Just back from traveling so now I can answer this… Please excuse and delete if this topic is o no value to you…
There are several mechanisms by which Hydrogen (H2) can react and the mere reaction by one mechanism can avalanche into others at a rapid pace. H2 is at the top of the list of what is called Brostead Lowry acidic proton donors… so if there any trace of moisture nearby, H2 + 2H2O forms 2H3O+, called Hydronium, which is an extremely reactive acid.

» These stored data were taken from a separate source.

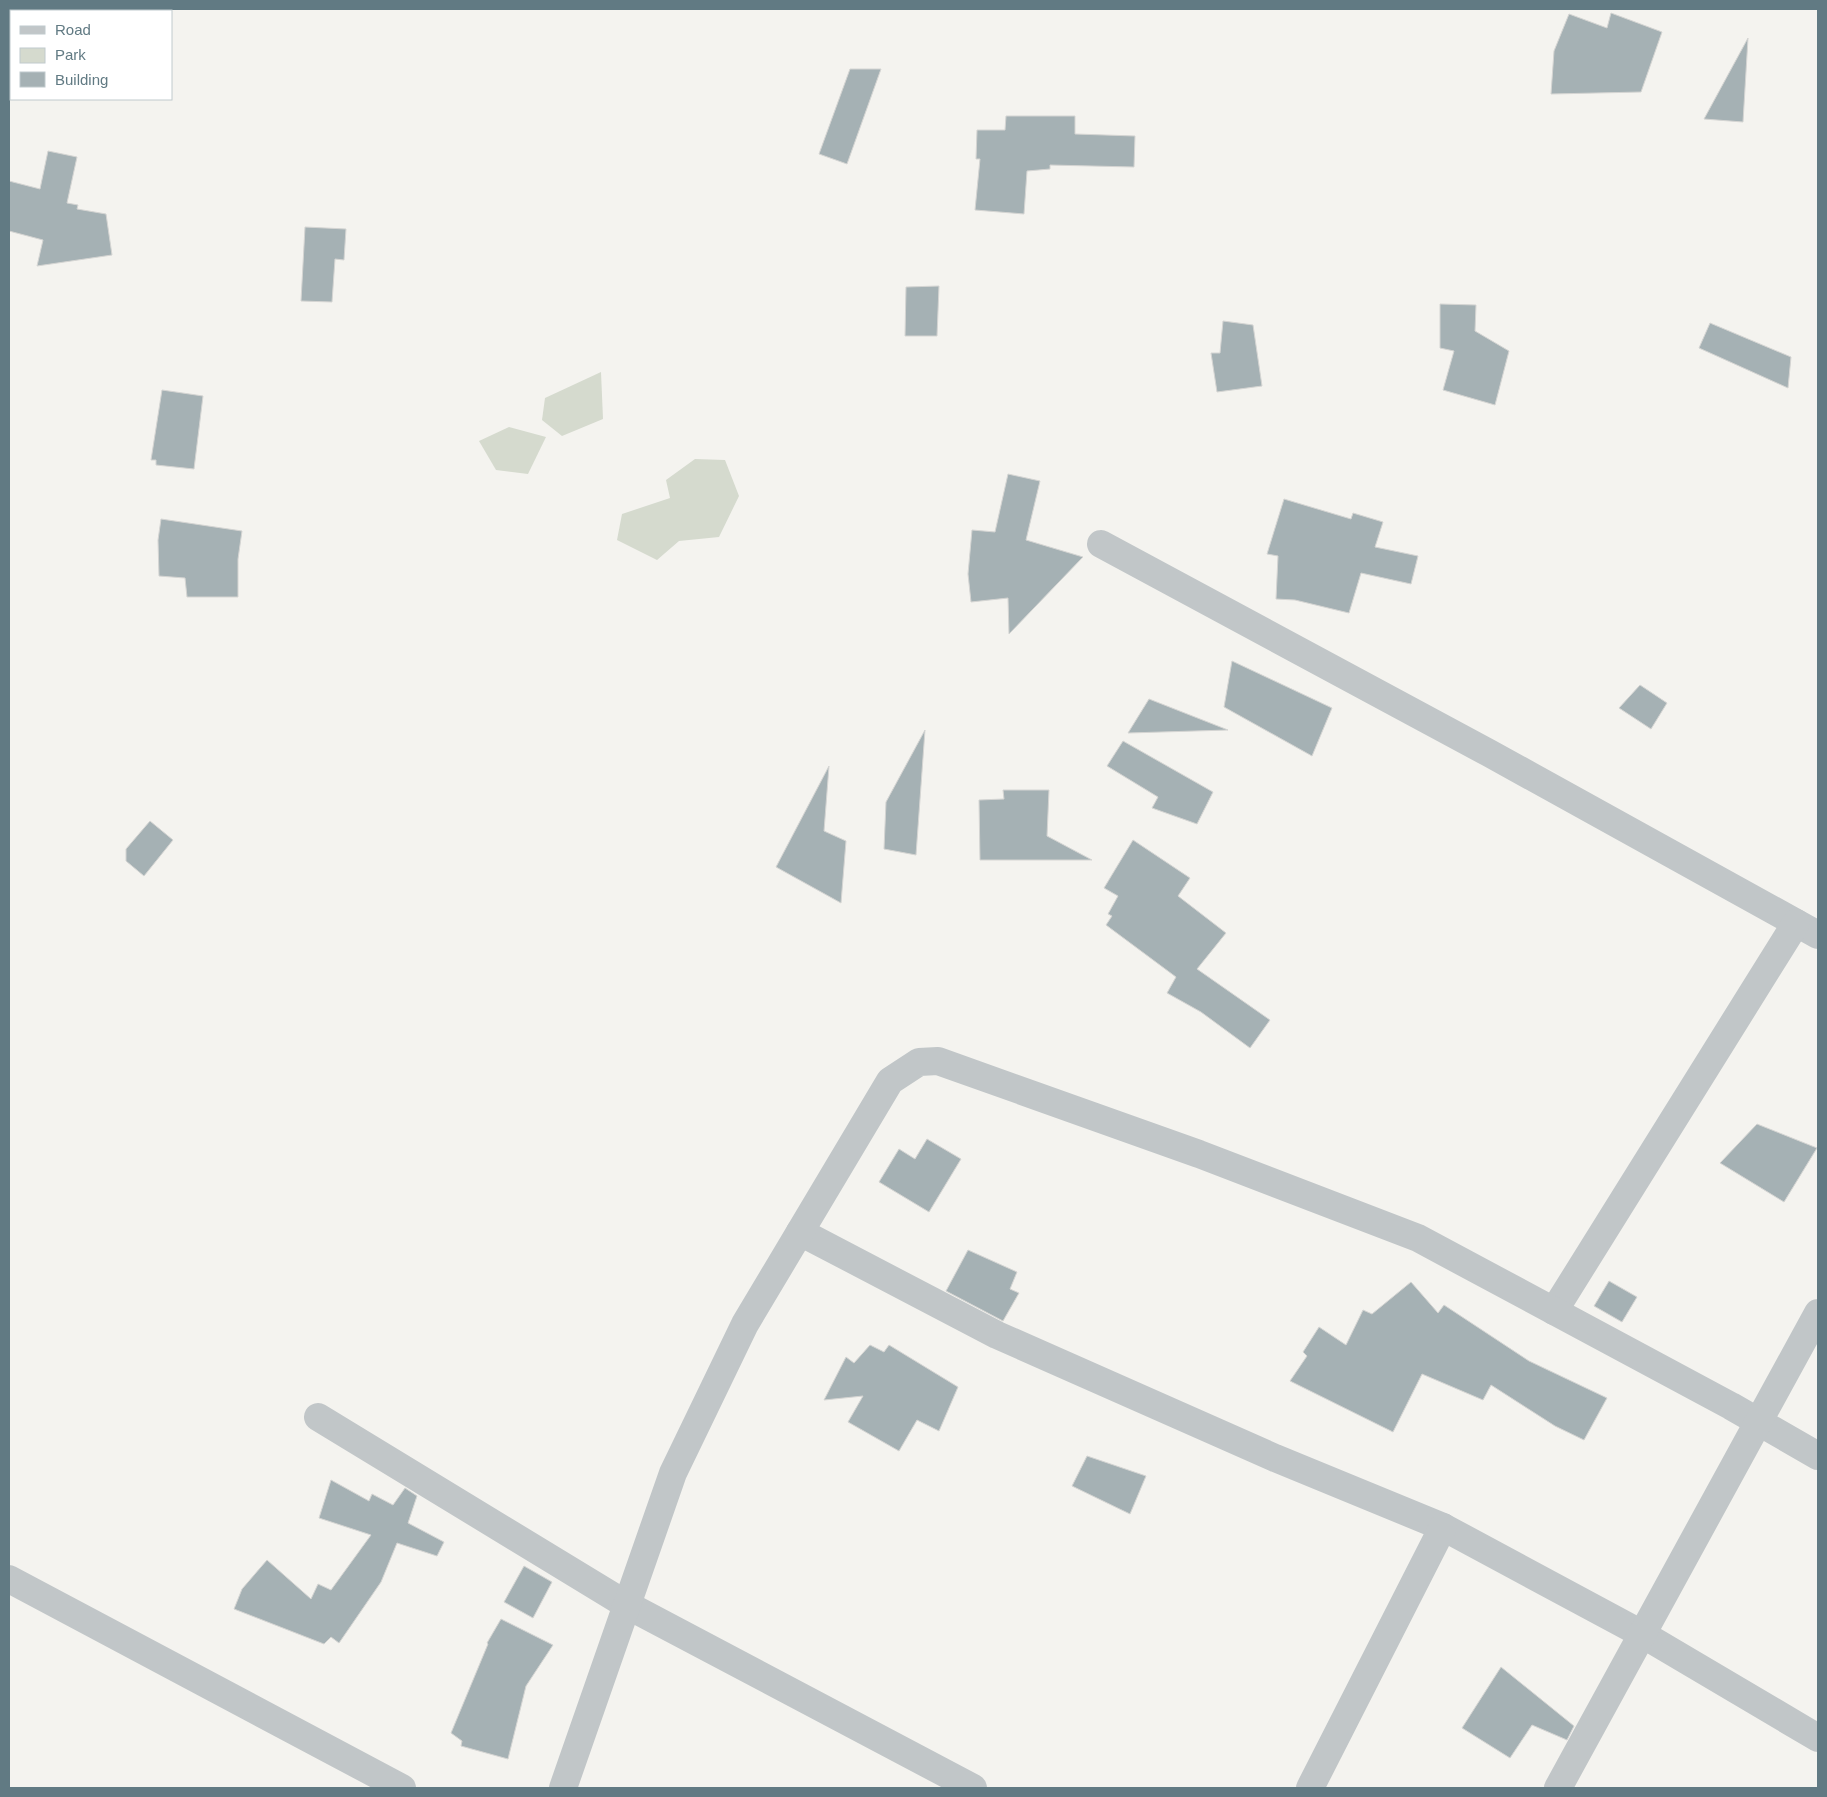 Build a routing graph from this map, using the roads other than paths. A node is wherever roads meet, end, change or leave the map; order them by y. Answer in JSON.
{"nodes":[{"id":1,"x":1101,"y":544,"type":"dead end"},
{"id":2,"x":1807,"y":929,"type":"edge"},
{"id":3,"x":800,"y":1232,"type":"junction"},
{"id":4,"x":1554,"y":1312,"type":"junction"},
{"id":5,"x":1818,"y":1313,"type":"edge"},
{"id":6,"x":318,"y":1417,"type":"dead end"},
{"id":7,"x":1758,"y":1422,"type":"junction"},
{"id":8,"x":1818,"y":1456,"type":"edge"},
{"id":9,"x":1443,"y":1527,"type":"junction"},
{"id":10,"x":9,"y":1579,"type":"edge"},
{"id":11,"x":627,"y":1605,"type":"junction"},
{"id":12,"x":1642,"y":1634,"type":"junction"},
{"id":13,"x":1818,"y":1738,"type":"edge"},
{"id":14,"x":402,"y":1788,"type":"edge"},
{"id":15,"x":562,"y":1788,"type":"edge"},
{"id":16,"x":973,"y":1788,"type":"edge"},
{"id":17,"x":1310,"y":1788,"type":"edge"},
{"id":18,"x":1558,"y":1788,"type":"edge"}],
"edges":[{"from":1,"to":2,"type":"street"},
{"from":2,"to":4,"type":"street"},
{"from":3,"to":4,"type":"street"},
{"from":3,"to":9,"type":"street"},
{"from":3,"to":11,"type":"street"},
{"from":4,"to":7,"type":"street"},
{"from":5,"to":7,"type":"street"},
{"from":6,"to":11,"type":"street"},
{"from":7,"to":8,"type":"street"},
{"from":7,"to":12,"type":"street"},
{"from":9,"to":12,"type":"street"},
{"from":9,"to":17,"type":"street"},
{"from":10,"to":14,"type":"street"},
{"from":11,"to":15,"type":"street"},
{"from":11,"to":16,"type":"street"},
{"from":12,"to":13,"type":"street"},
{"from":12,"to":18,"type":"street"}]}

It’s formation is catalyzed (meaning the activation energy for formation of the specie is drastically lowered by) metals; noble metals give the lowest activation energy…(this is all equationally captured by Arrhenius rate chemistry that I will not go into here)… but aluminum and steel are still fine catalysts that can lower the temperature of formation from about 500C as required to happen spontaneously, to about 3C with a suitable catalyst. Once formed the Hydronium will attack anything neutral or negatively charged with enormous energy release… including oxygen in the air… which is electron rich. (nb. Refineries use metals like platinum, nickel, and rhodium on supports like diatoms as a catalysts in their unit ops, but control the reaction rate with temperature, pressure, and reacting reagent concentration). Pure hydrogen burning in air emit ONLY ultraviolet waves (non-visible to the human eye), and thus ultraviolet glasses or some sort of ultra violet detectors are used to tell if there is danger in commercial plants. You could literally walk into an area with leaking H2 and only feel heat, and because H2 is generally under pressure, it can act like an invisible blow-torch that an unsuspecting victim may find too late.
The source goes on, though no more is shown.